The Concerto for Orchestra CD comes packaged with a DVD containing the documentary Breaking 513, which features interviews with some of the participants and video of the orchestra rehearsals and performance. While it's interesting to see some of the logistics that went into making it happen, there isn't a lot of insight gained into the composition itself. Many of the musicians are seen as skeptical at first, not understanding this monster piece of music that is so different from the Classical repertoire or even 20th Century compositions. But in the end, the kind of calm, meditative state brought on by the piece's relentless procession wins them over. The small audience at the premier paused in silence after the last note faded, took a collective breath, and applauded enthusiastically. There are also two alternative mixes of the music, one in 5.1 surround sound, and one done by Robert Rich.
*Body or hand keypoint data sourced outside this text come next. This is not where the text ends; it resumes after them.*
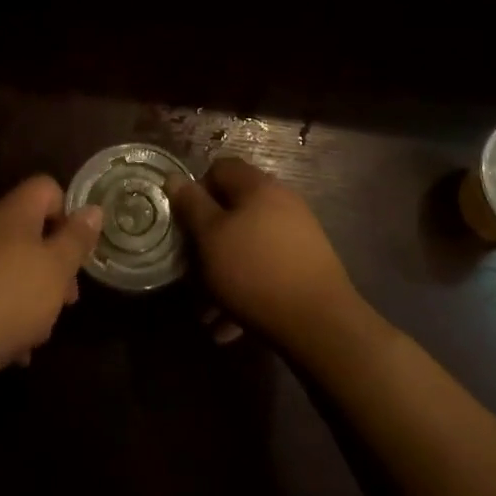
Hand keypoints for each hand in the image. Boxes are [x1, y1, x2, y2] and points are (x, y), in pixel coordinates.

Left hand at [0, 176, 102, 380]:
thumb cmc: (10, 296)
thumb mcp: (56, 268)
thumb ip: (76, 239)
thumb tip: (93, 209)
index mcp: (15, 211)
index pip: (47, 188)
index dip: (68, 214)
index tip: (76, 250)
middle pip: (33, 232)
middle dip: (55, 265)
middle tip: (67, 300)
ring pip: (14, 267)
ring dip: (33, 296)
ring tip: (41, 333)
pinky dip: (8, 316)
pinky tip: (17, 350)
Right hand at [169, 157, 359, 350]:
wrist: (321, 324)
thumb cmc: (256, 272)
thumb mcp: (211, 237)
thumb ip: (191, 205)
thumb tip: (174, 177)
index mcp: (258, 186)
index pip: (220, 168)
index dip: (197, 191)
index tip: (185, 225)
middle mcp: (281, 202)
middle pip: (234, 210)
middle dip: (209, 242)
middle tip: (192, 274)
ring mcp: (298, 234)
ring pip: (248, 246)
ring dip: (224, 274)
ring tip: (208, 313)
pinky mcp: (307, 267)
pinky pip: (266, 270)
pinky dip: (246, 290)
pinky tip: (231, 327)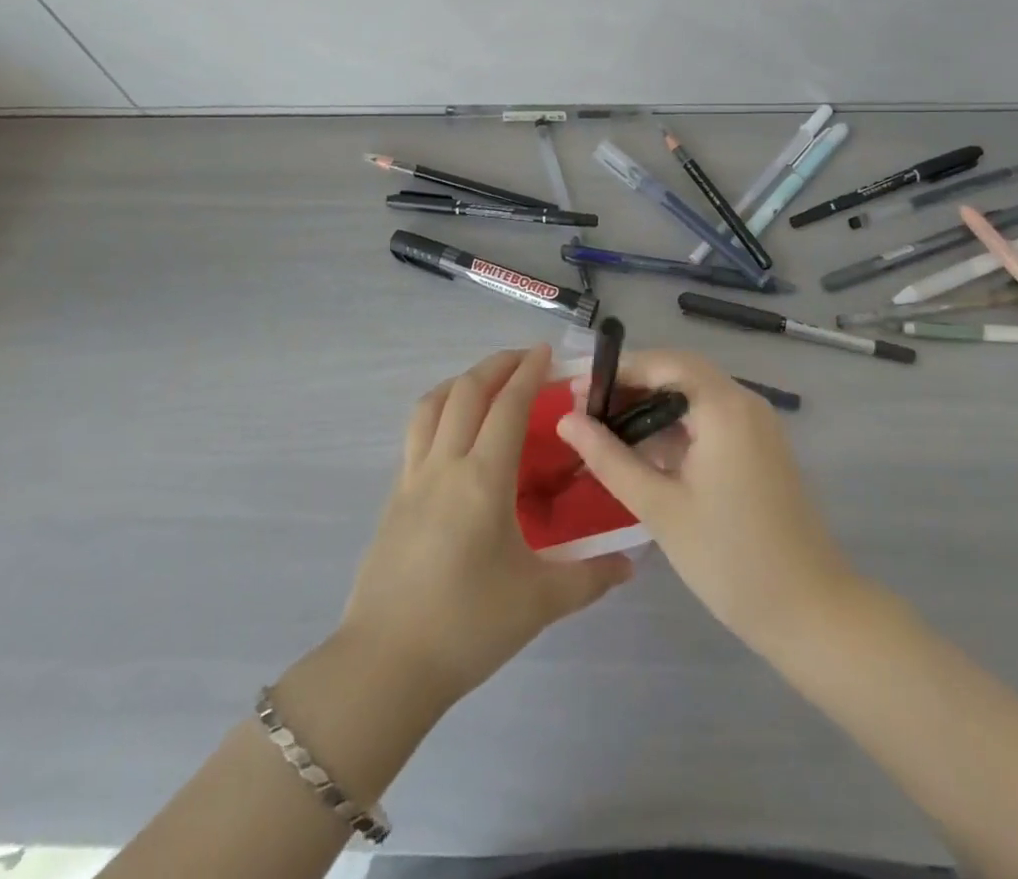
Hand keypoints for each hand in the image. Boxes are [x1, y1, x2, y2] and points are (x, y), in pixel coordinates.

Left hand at [338, 345, 633, 710]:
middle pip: (466, 391)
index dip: (529, 372)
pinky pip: (416, 433)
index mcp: (483, 479)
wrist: (386, 665)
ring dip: (460, 382)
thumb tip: (631, 562)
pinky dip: (438, 412)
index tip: (546, 351)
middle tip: (524, 359)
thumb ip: (590, 577)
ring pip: (431, 405)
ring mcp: (412, 478)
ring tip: (485, 384)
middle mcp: (445, 465)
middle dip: (496, 365)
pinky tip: (453, 435)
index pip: (508, 406)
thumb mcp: (539, 602)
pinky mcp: (394, 497)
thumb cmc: (467, 626)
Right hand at [556, 349, 855, 652]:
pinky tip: (645, 454)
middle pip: (680, 374)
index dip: (618, 371)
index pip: (664, 363)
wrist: (810, 612)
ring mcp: (757, 426)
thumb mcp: (659, 507)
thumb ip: (609, 458)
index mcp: (724, 407)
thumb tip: (567, 420)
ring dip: (653, 408)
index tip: (577, 392)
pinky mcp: (760, 449)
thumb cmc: (729, 558)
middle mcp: (745, 403)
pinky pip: (711, 420)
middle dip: (632, 387)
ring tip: (606, 433)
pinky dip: (677, 428)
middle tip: (587, 412)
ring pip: (695, 397)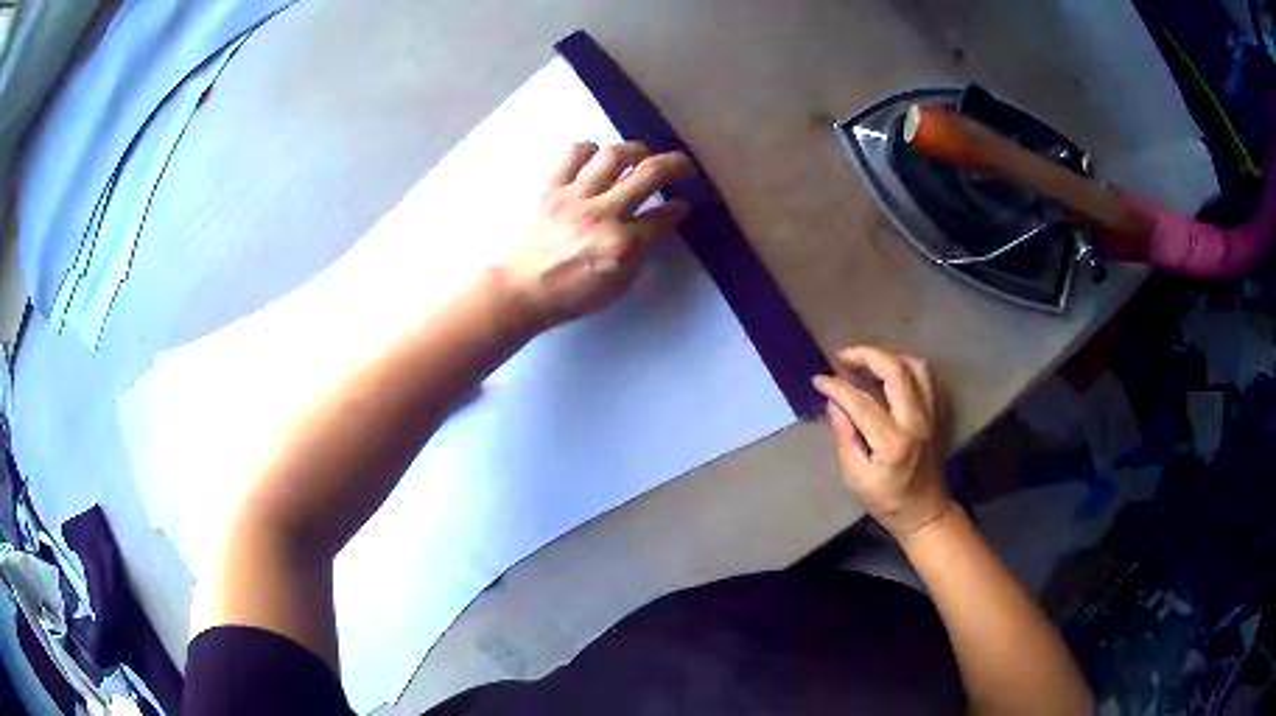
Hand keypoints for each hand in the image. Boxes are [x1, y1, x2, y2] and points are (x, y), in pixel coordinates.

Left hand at [503, 141, 695, 329]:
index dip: (680, 208)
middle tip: (682, 166)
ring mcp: (575, 197)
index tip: (682, 204)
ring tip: (642, 155)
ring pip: (614, 155)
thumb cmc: (573, 294)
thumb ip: (642, 252)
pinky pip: (572, 155)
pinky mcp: (550, 188)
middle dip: (675, 165)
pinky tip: (596, 156)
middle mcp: (603, 214)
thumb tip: (660, 224)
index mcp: (623, 244)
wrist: (522, 290)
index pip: (664, 217)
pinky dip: (589, 150)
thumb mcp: (619, 284)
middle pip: (649, 174)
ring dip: (636, 150)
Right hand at [812, 346, 952, 538]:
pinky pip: (928, 376)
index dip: (836, 386)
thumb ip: (845, 437)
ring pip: (916, 366)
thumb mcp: (855, 478)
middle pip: (895, 370)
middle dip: (866, 355)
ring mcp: (932, 414)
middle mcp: (916, 421)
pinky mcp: (939, 412)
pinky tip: (891, 373)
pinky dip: (907, 366)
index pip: (861, 401)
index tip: (818, 380)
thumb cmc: (887, 501)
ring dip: (889, 357)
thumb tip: (834, 403)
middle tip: (843, 357)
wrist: (925, 511)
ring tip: (868, 363)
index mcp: (892, 442)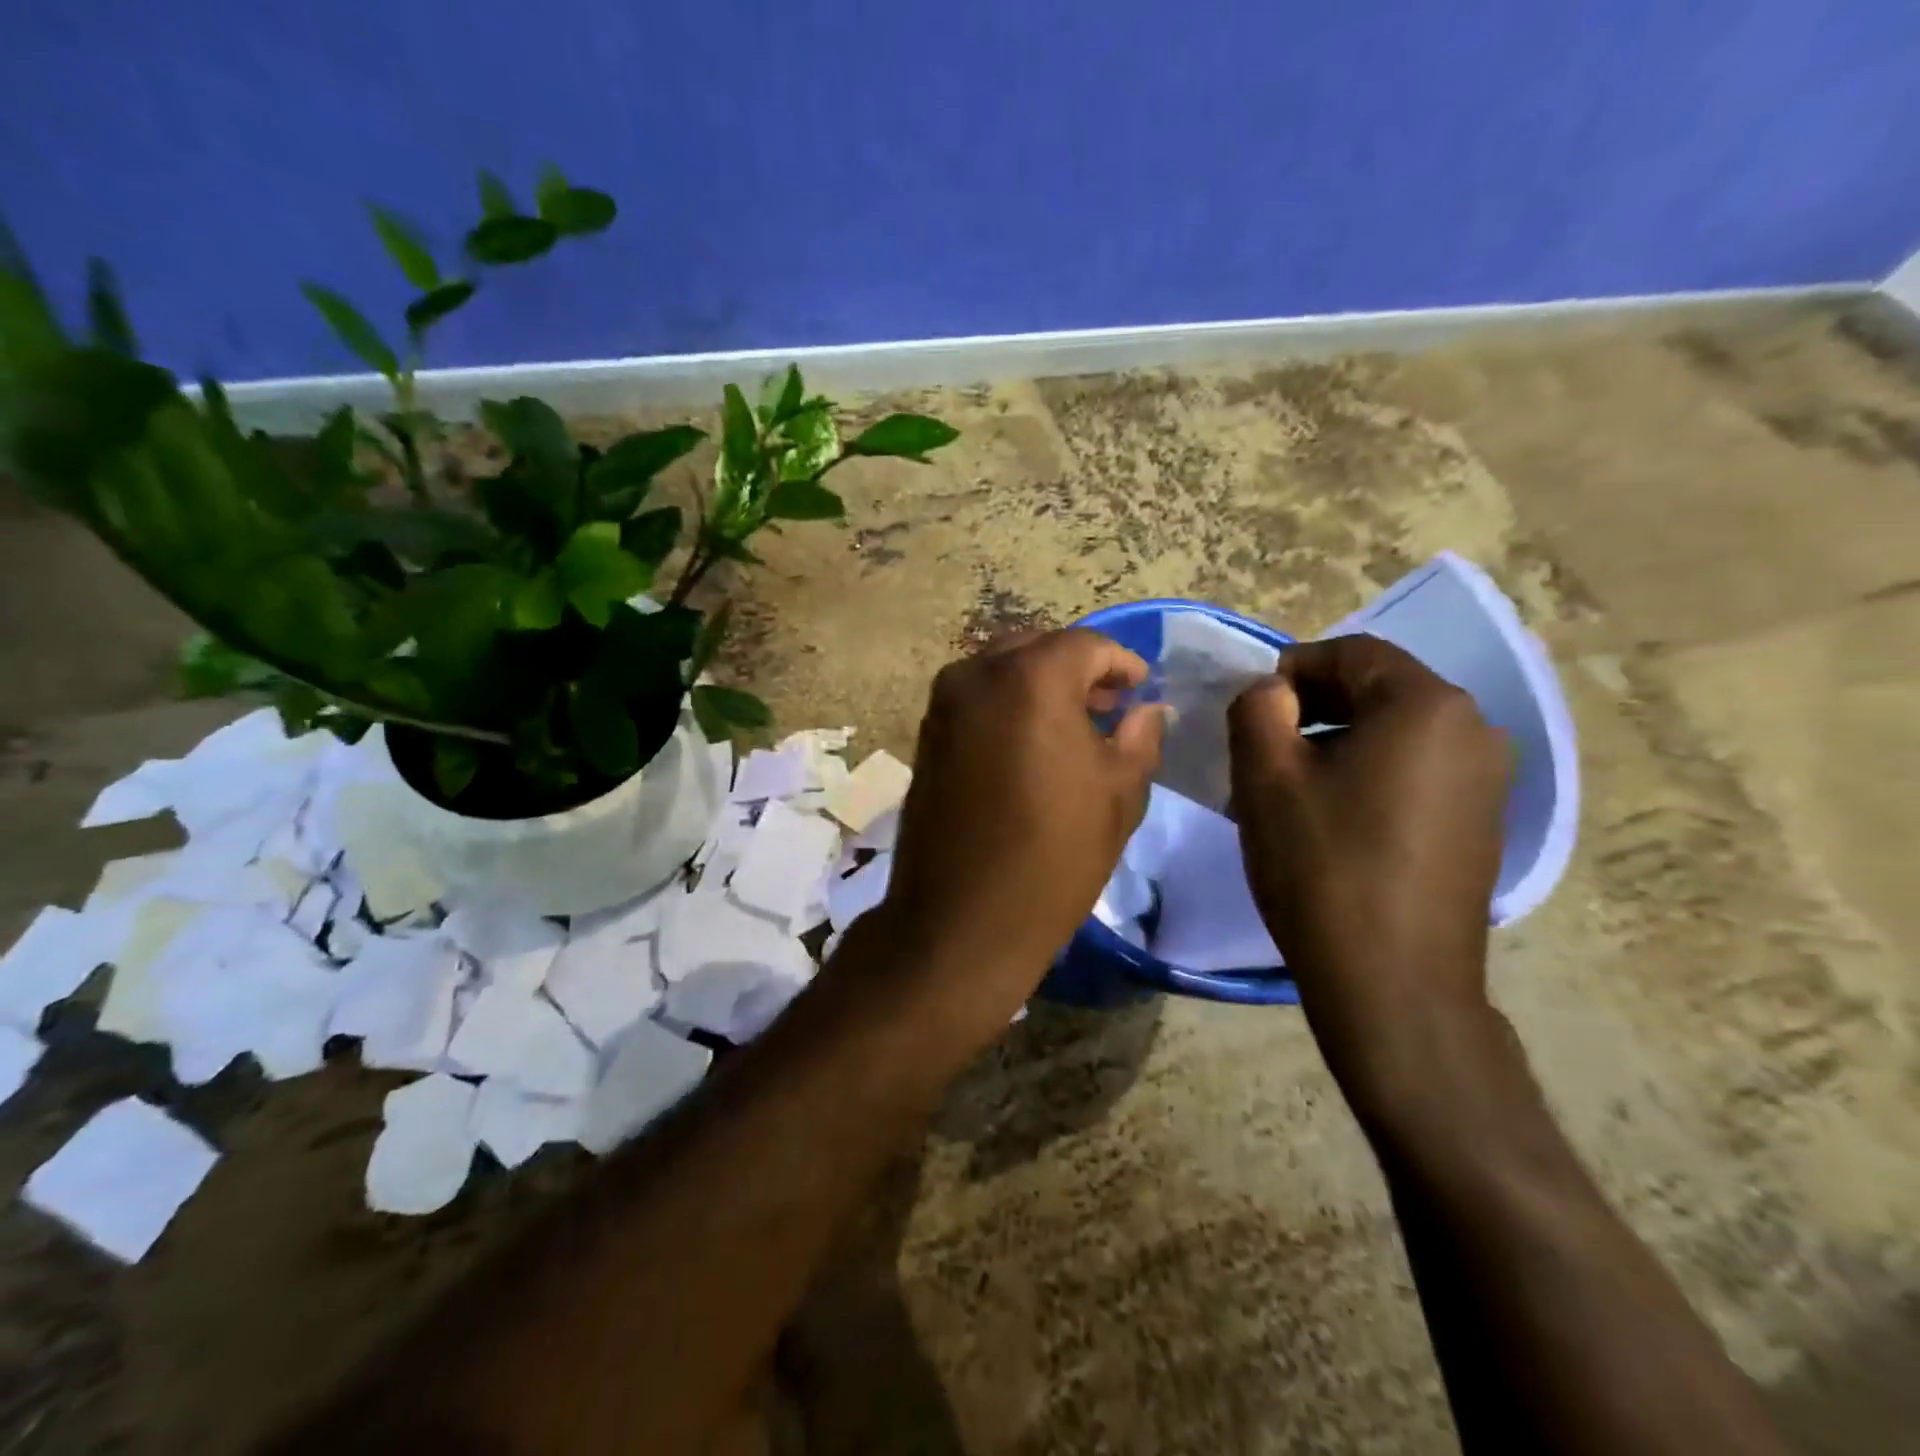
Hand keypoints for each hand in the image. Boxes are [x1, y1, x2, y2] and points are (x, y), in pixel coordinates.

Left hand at [874, 630, 1165, 1027]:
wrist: (962, 919)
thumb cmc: (1054, 856)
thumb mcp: (1118, 795)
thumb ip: (1139, 737)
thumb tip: (1147, 710)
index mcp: (1031, 678)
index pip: (1086, 645)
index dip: (1120, 663)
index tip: (1140, 689)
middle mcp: (978, 675)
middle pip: (1038, 648)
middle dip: (1077, 669)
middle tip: (1109, 705)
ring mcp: (944, 704)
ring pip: (1002, 670)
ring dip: (1039, 684)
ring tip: (1073, 725)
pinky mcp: (926, 734)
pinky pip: (976, 698)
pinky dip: (1007, 703)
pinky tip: (1030, 742)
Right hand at [1228, 635, 1509, 1109]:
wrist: (1394, 983)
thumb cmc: (1322, 866)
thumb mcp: (1266, 776)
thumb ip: (1257, 709)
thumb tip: (1272, 691)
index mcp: (1427, 705)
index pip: (1352, 653)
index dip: (1292, 668)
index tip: (1251, 709)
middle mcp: (1474, 730)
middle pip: (1379, 690)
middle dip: (1314, 706)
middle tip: (1263, 746)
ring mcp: (1487, 781)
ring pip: (1397, 733)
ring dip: (1338, 742)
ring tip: (1291, 786)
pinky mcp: (1481, 824)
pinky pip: (1416, 772)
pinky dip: (1369, 775)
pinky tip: (1334, 820)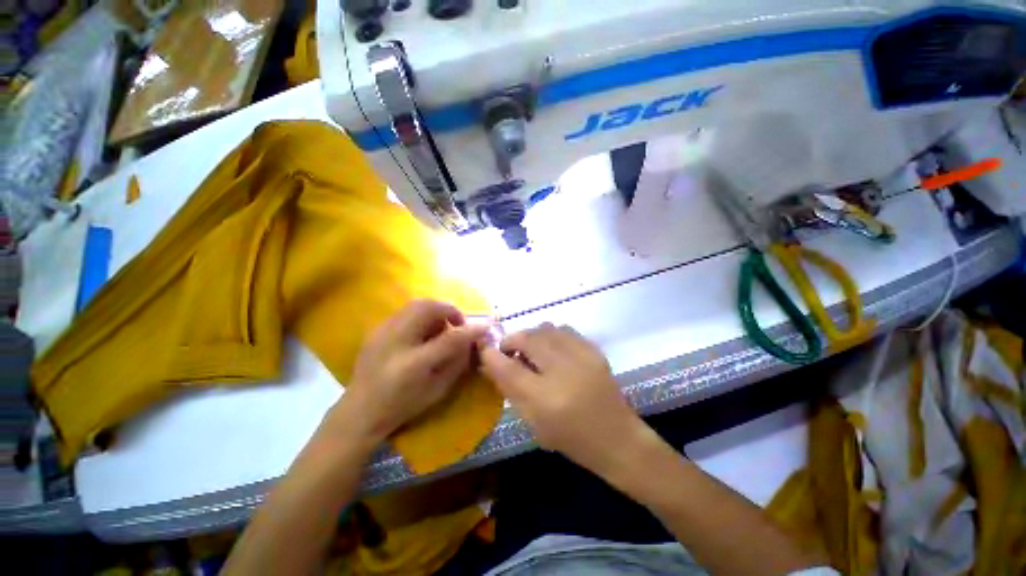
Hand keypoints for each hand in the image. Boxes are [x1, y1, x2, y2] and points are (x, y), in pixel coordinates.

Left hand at [325, 300, 487, 446]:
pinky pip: (406, 310)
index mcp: (412, 364)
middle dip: (449, 310)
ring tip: (441, 327)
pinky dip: (422, 314)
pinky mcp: (376, 329)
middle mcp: (395, 341)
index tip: (485, 327)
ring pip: (416, 304)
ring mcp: (382, 331)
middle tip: (457, 324)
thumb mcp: (437, 390)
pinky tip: (423, 331)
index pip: (449, 338)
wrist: (359, 412)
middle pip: (427, 308)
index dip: (470, 330)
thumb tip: (472, 341)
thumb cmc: (402, 406)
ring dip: (436, 310)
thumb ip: (458, 363)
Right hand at [479, 323, 650, 475]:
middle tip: (510, 352)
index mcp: (545, 398)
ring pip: (545, 328)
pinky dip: (550, 336)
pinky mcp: (594, 349)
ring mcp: (582, 355)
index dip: (490, 354)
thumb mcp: (533, 421)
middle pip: (526, 338)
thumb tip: (493, 362)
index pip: (507, 367)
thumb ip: (510, 389)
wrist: (617, 438)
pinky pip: (563, 329)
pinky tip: (552, 350)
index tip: (483, 348)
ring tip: (532, 351)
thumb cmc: (571, 438)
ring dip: (531, 336)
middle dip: (511, 340)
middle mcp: (563, 370)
The music is so far removed from the realities of day-to-day life and the type of music we hear around us that it creates its own world, where its own rules apply. The rules of our physical world are largely deterministic (given a set of facts and conditions, the result is predictable — the apple will hit the ground after the same amount of time falling, the sun will rise at the expected time, a potato of the same sized baked at a particular temperature will take the same amount of time to cook, and so on), but within this predictable framework, all art and beauty exists. And in the world of "Todmorden 513," also deterministic, there is great art and beauty, if a listener is willing to commit an hour of time and abandon preconceptions of what music should sound like.